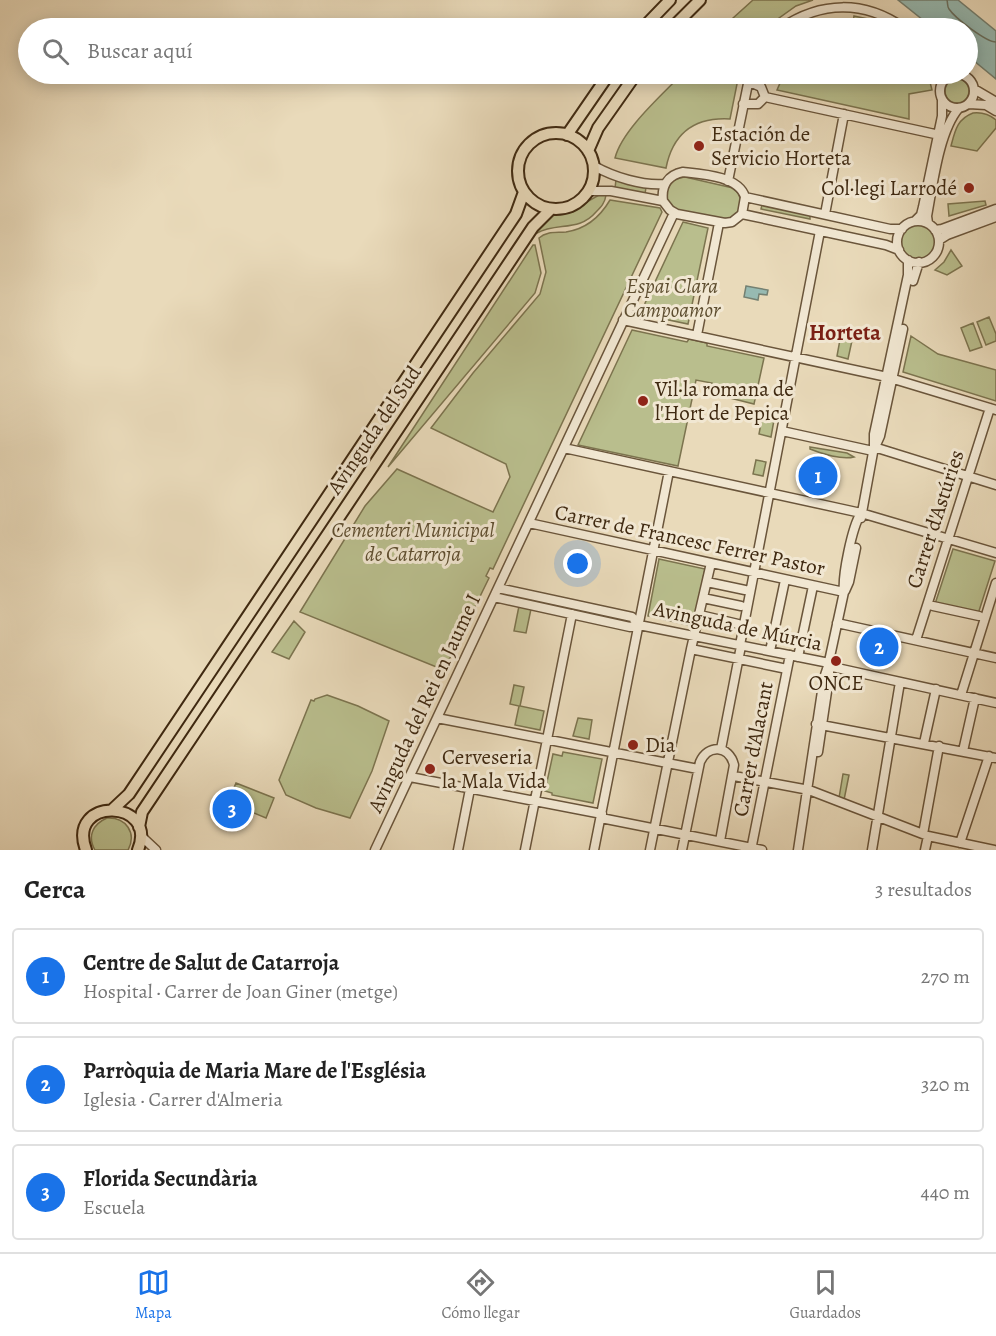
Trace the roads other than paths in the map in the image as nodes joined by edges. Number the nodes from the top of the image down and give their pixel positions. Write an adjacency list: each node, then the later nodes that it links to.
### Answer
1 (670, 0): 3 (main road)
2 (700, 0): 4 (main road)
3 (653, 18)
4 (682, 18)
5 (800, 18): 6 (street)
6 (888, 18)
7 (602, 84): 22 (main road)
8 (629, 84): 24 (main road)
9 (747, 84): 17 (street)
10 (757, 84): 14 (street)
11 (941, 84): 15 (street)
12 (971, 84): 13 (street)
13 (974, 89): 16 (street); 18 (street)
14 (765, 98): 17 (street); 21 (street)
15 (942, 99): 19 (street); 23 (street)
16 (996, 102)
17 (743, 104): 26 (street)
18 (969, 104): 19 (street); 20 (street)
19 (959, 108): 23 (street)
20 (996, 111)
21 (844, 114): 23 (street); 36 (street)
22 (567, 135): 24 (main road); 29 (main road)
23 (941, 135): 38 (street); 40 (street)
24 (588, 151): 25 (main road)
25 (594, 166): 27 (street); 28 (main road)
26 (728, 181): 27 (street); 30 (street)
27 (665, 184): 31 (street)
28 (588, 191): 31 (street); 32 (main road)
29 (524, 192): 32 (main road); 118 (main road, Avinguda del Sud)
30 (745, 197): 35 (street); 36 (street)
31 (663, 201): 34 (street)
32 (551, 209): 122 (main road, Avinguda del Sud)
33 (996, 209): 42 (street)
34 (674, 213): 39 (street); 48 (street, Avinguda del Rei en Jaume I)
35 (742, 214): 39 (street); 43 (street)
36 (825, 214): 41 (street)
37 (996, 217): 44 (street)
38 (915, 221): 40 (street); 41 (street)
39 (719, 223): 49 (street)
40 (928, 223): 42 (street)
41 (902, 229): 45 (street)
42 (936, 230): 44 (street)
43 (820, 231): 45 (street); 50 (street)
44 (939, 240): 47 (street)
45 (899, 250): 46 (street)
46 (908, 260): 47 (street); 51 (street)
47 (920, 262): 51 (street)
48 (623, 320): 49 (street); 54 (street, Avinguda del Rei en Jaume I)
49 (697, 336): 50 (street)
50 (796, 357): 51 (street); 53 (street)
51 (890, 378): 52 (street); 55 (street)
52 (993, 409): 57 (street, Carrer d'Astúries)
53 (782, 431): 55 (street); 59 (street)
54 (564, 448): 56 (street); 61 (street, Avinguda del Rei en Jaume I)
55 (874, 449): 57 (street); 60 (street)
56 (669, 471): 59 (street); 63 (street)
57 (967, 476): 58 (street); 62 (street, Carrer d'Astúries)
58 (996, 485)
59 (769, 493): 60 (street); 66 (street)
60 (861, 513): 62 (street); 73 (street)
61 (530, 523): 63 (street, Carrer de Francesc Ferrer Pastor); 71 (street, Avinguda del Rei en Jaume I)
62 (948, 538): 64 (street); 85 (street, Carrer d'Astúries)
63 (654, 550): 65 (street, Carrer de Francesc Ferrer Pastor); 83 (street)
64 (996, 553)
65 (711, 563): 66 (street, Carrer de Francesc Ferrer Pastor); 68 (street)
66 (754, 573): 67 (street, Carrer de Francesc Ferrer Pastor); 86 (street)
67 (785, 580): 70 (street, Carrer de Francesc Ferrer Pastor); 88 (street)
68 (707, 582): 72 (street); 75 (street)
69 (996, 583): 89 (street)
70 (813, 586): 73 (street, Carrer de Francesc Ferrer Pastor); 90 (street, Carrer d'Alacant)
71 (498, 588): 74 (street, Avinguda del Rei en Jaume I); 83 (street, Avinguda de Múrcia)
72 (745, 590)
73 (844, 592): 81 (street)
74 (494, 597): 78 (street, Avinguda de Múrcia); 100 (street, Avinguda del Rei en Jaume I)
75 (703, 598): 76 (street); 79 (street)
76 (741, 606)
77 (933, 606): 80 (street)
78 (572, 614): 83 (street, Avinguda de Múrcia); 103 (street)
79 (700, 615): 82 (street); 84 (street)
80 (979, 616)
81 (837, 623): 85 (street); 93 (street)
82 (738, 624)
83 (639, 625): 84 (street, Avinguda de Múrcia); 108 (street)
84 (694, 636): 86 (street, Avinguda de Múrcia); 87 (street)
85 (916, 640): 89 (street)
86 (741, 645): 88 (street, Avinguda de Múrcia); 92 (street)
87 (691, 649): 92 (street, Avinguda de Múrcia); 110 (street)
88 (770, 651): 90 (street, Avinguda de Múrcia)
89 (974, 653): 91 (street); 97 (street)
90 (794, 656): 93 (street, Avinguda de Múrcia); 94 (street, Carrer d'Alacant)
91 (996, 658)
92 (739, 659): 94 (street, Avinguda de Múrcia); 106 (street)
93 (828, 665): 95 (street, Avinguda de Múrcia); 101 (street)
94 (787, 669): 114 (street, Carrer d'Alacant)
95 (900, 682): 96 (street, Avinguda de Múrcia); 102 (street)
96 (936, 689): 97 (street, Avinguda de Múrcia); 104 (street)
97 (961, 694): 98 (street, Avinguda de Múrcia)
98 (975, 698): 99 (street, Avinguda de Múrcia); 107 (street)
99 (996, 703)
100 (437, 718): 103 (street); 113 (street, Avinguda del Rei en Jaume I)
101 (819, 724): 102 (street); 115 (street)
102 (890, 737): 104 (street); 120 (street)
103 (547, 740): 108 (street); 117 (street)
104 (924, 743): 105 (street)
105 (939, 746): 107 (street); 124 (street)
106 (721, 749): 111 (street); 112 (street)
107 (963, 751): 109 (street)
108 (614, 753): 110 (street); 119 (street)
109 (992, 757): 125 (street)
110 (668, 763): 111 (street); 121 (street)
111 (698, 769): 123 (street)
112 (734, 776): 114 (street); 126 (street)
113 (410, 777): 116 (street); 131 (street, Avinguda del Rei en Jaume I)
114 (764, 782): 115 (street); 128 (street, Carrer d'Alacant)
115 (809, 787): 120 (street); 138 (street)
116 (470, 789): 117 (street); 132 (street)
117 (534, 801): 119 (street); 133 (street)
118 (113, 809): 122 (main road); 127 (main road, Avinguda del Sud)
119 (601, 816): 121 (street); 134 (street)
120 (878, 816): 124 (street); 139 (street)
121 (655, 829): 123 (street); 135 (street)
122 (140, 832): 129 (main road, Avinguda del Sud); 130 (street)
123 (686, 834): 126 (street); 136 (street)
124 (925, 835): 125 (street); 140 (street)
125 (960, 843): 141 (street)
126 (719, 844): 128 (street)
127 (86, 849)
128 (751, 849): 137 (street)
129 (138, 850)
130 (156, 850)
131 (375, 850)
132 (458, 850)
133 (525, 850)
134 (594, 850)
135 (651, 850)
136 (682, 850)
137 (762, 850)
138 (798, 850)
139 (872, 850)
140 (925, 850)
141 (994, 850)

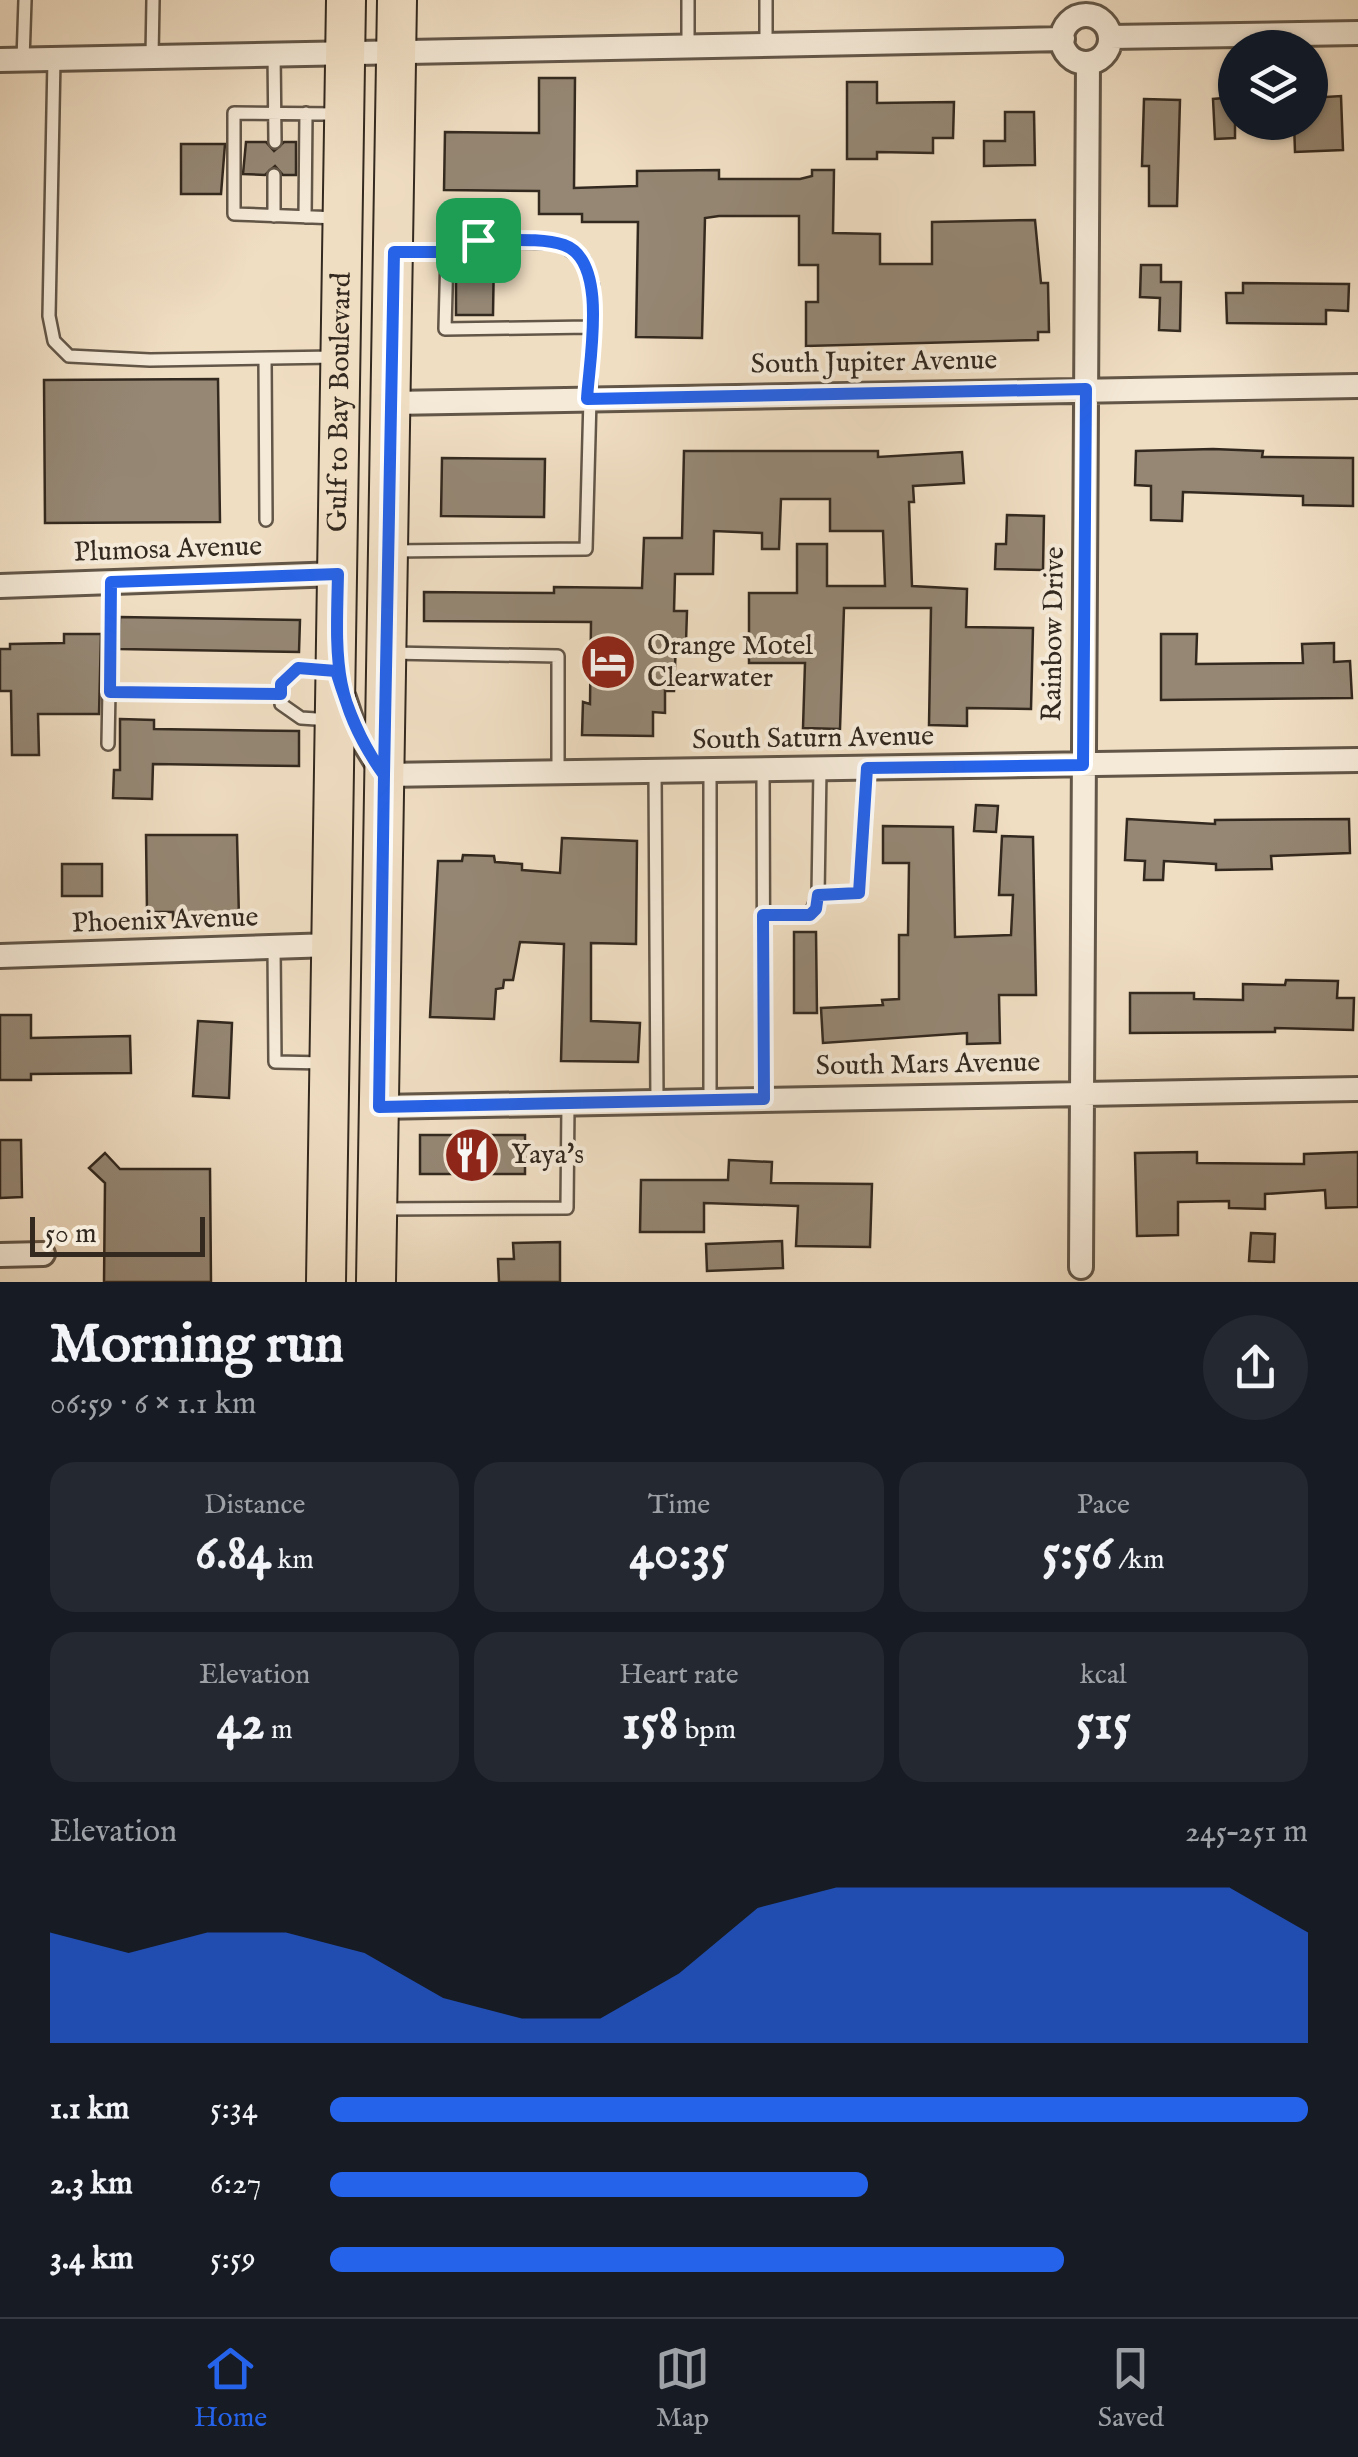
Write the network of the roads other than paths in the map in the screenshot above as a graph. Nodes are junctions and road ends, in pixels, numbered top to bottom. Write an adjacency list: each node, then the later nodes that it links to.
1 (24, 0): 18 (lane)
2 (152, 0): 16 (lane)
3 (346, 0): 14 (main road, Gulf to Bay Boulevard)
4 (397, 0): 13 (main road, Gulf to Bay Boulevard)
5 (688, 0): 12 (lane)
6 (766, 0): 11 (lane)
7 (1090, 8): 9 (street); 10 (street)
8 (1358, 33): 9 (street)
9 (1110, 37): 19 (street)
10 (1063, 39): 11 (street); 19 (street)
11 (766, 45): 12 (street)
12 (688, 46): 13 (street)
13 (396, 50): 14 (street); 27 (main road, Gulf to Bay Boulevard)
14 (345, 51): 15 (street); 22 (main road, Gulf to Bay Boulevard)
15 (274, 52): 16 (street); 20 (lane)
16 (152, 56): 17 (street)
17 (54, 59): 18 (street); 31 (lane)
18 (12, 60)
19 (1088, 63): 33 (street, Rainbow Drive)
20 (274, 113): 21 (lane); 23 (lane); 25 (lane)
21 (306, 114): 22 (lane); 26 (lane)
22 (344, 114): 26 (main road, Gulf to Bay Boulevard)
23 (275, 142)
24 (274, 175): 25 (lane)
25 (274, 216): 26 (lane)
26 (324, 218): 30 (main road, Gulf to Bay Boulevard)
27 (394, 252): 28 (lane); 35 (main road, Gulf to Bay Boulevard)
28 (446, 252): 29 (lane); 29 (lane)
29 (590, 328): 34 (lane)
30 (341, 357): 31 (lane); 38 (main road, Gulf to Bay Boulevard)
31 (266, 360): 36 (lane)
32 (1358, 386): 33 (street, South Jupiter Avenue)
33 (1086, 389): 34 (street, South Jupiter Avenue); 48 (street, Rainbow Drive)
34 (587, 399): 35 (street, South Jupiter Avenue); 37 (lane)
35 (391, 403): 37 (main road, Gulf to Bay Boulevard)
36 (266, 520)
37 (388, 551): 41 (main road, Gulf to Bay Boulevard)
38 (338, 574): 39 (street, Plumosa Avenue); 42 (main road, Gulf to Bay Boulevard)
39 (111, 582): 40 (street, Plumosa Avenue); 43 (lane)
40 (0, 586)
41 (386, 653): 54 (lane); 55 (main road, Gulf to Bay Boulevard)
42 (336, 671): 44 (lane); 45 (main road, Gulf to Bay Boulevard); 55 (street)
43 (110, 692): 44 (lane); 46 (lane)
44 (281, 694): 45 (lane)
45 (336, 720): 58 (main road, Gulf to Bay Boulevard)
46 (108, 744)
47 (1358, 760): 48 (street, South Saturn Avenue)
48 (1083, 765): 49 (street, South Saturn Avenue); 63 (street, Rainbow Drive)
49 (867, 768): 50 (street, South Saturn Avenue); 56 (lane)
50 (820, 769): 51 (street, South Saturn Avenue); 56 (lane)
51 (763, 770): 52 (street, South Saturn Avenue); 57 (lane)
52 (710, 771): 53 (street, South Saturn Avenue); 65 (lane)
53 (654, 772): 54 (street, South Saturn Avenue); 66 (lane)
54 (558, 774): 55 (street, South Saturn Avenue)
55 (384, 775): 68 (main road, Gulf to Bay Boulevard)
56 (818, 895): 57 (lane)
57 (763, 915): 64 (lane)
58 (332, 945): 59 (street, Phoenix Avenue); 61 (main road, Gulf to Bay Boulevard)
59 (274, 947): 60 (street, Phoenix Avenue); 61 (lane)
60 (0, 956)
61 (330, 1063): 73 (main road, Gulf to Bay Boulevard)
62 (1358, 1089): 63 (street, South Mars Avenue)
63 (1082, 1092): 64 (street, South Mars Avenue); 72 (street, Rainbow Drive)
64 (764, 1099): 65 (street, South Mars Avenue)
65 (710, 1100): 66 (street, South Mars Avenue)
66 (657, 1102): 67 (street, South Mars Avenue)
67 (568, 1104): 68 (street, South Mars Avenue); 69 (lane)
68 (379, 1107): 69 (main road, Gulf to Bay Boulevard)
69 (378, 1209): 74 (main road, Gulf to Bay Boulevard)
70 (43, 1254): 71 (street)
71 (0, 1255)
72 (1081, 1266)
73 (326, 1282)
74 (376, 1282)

**Assigned task:** All lines above with the word "Francesc" need to be reported.

**Reply to the task:**
61 (530, 523): 63 (street, Carrer de Francesc Ferrer Pastor); 71 (street, Avinguda del Rei en Jaume I)
63 (654, 550): 65 (street, Carrer de Francesc Ferrer Pastor); 83 (street)
65 (711, 563): 66 (street, Carrer de Francesc Ferrer Pastor); 68 (street)
66 (754, 573): 67 (street, Carrer de Francesc Ferrer Pastor); 86 (street)
67 (785, 580): 70 (street, Carrer de Francesc Ferrer Pastor); 88 (street)
70 (813, 586): 73 (street, Carrer de Francesc Ferrer Pastor); 90 (street, Carrer d'Alacant)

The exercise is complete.